Malgré ce cadre globalement favorable au maintien de la prime Ségur en cas d’accident de travail, certaines situations particulières peuvent conduire à des différences de traitement. C’est le cas, par exemple, des salariés à temps partiel multi-employeurs, dont la prime Ségur peut ne s’appliquer que sur une partie de leur activité. Dans un tel cas, la revalorisation Ségur ne sera intégrée dans le calcul des indemnités journalières que pour la fraction d’activité exerçant dans une structure éligible. De même, pour les professionnels intervenant sur plusieurs sites, dont certains ne relèvent pas du champ Ségur, la prime peut être proratisée en fonction du temps passé sur chaque structure, ce qui peut compliquer la lecture de la paie en cas d’arrêt de travail.

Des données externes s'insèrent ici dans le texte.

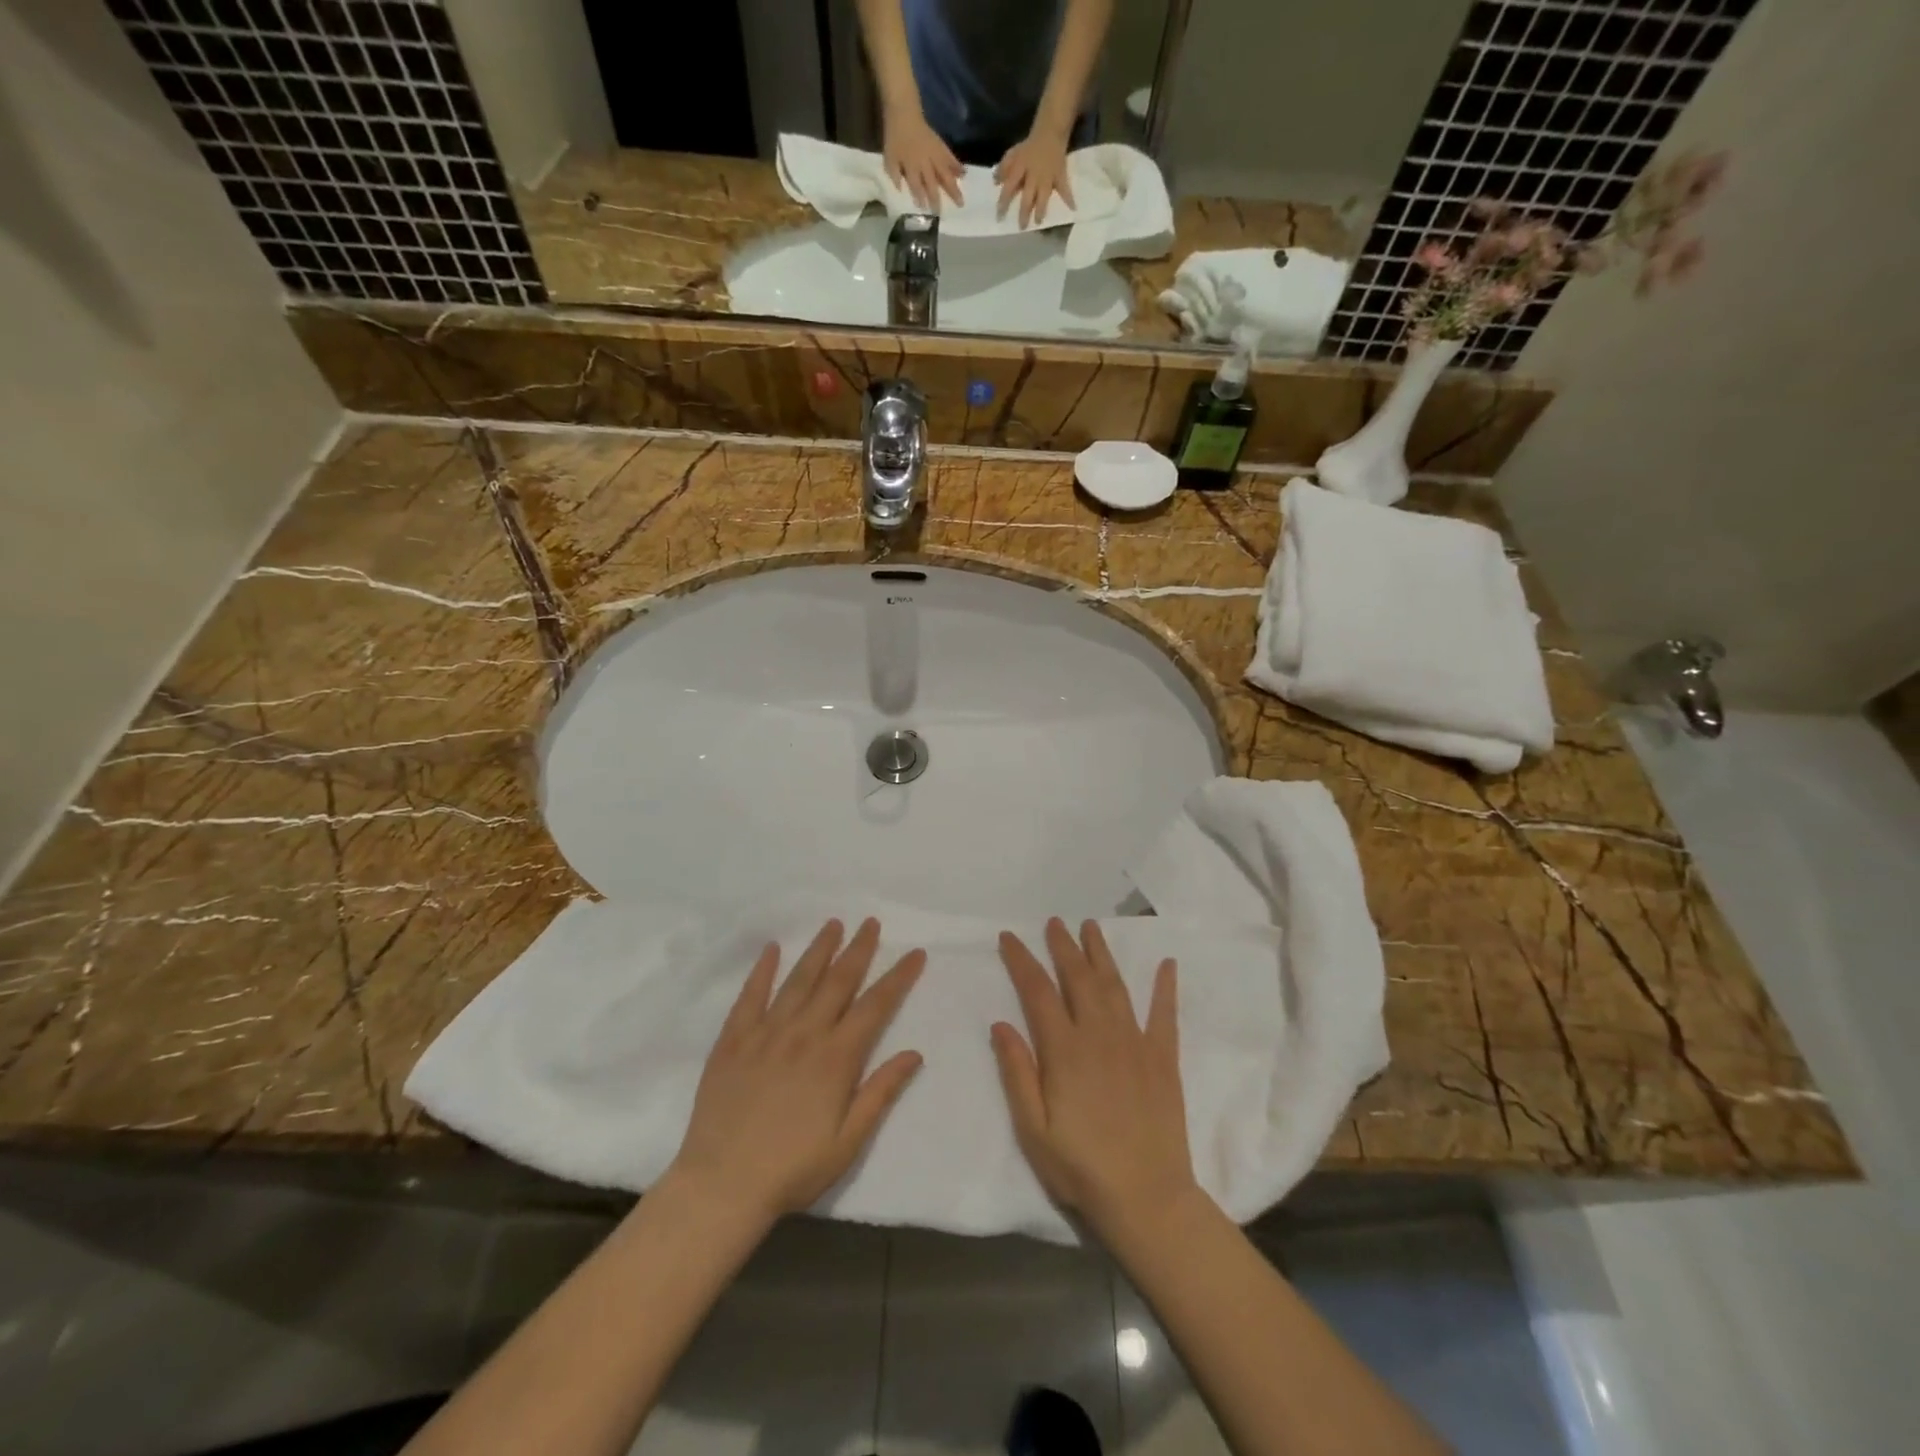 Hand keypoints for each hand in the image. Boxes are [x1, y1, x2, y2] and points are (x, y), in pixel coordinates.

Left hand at [670, 919, 925, 1221]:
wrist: (722, 1186)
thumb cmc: (792, 1169)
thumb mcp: (848, 1142)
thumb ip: (880, 1092)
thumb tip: (914, 1053)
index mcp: (836, 1058)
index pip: (875, 1005)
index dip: (898, 977)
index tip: (915, 952)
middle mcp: (804, 1034)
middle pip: (838, 981)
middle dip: (858, 949)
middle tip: (871, 923)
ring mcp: (766, 1033)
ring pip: (798, 980)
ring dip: (818, 950)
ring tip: (833, 924)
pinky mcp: (733, 1040)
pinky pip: (750, 996)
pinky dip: (762, 970)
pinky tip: (771, 949)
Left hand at [882, 109, 964, 211]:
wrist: (903, 112)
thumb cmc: (894, 137)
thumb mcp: (889, 157)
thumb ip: (894, 174)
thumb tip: (900, 189)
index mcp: (911, 166)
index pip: (916, 186)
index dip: (921, 197)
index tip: (926, 210)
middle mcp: (924, 162)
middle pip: (932, 183)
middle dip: (937, 198)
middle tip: (943, 212)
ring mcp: (934, 154)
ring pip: (944, 173)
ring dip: (952, 187)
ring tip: (961, 200)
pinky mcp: (939, 145)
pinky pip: (950, 157)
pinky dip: (957, 165)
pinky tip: (963, 174)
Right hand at [991, 919, 1199, 1236]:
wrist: (1147, 1199)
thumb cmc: (1080, 1168)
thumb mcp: (1033, 1129)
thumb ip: (1017, 1072)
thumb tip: (1000, 1023)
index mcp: (1064, 1050)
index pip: (1037, 992)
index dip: (1022, 961)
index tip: (1009, 937)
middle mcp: (1099, 1035)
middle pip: (1078, 978)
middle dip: (1063, 946)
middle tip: (1054, 921)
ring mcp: (1135, 1043)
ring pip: (1115, 986)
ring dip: (1101, 953)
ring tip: (1091, 927)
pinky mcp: (1162, 1059)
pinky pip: (1164, 1014)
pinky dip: (1165, 987)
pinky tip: (1167, 964)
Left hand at [995, 129, 1075, 227]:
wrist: (1049, 131)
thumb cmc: (1029, 146)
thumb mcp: (1013, 153)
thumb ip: (1004, 167)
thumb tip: (995, 181)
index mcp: (1021, 168)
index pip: (1009, 186)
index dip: (1004, 202)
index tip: (999, 216)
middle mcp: (1033, 174)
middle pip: (1027, 196)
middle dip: (1024, 212)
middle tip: (1021, 227)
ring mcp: (1047, 176)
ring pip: (1043, 195)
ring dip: (1040, 209)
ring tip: (1038, 222)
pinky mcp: (1060, 174)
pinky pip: (1064, 187)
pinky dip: (1069, 197)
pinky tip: (1073, 208)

Autre cas particulier : les agents ou salariés récemment embauchés, pour lesquels la prime Ségur peut ne pas encore être pleinement intégrée dans le salaire de référence utilisé par la CPAM (qui se base sur les mois précédents). Dans cette hypothèse, le montant des indemnités journalières peut sembler inférieur à la rémunération actuelle incluant la prime, sans pour autant qu’il y ait erreur de la caisse. À plus long terme, cependant, la prime Ségur sera bien prise en compte dans les droits sociaux. Enfin, certains textes prévoient des limitations au maintien de certaines primes en cas d’absence prolongée (congé longue maladie, longue durée). Si la prime Ségur est explicitement rattachée au traitement de base, ces limitations ne devraient pas s’appliquer ; en revanche, si votre établissement a créé une prime spécifique « Ségur » à caractère plus hybride, il pourra tenter de l’assimiler à une prime de sujétion ou de pénibilité non due en cas d’absence.

Dans tous ces cas d’exception, la règle d’or reste la même : revenir aux textes. Lisez les décrets, arrêtés, conventions collectives et accords d’établissement qui s’appliquent à votre situation. Interrogez votre employeur par écrit et demandez-lui les références juridiques sur lesquelles il s’appuie pour suspendre ou réduire la prime Ségur pendant votre accident de travail. Si les réponses sont vagues (« c’est la CPAM qui doit vous la verser », « la prime n’est due qu’en cas de présence ») sans texte à l’appui, vous avez de solides arguments pour contester. La prime Ségur ayant été conçue comme une revalorisation structurelle, son maintien en accident de travail est la norme ; les véritables exceptions doivent être clairement prévues par les textes, et non déduites de manière unilatérale par l’employeur.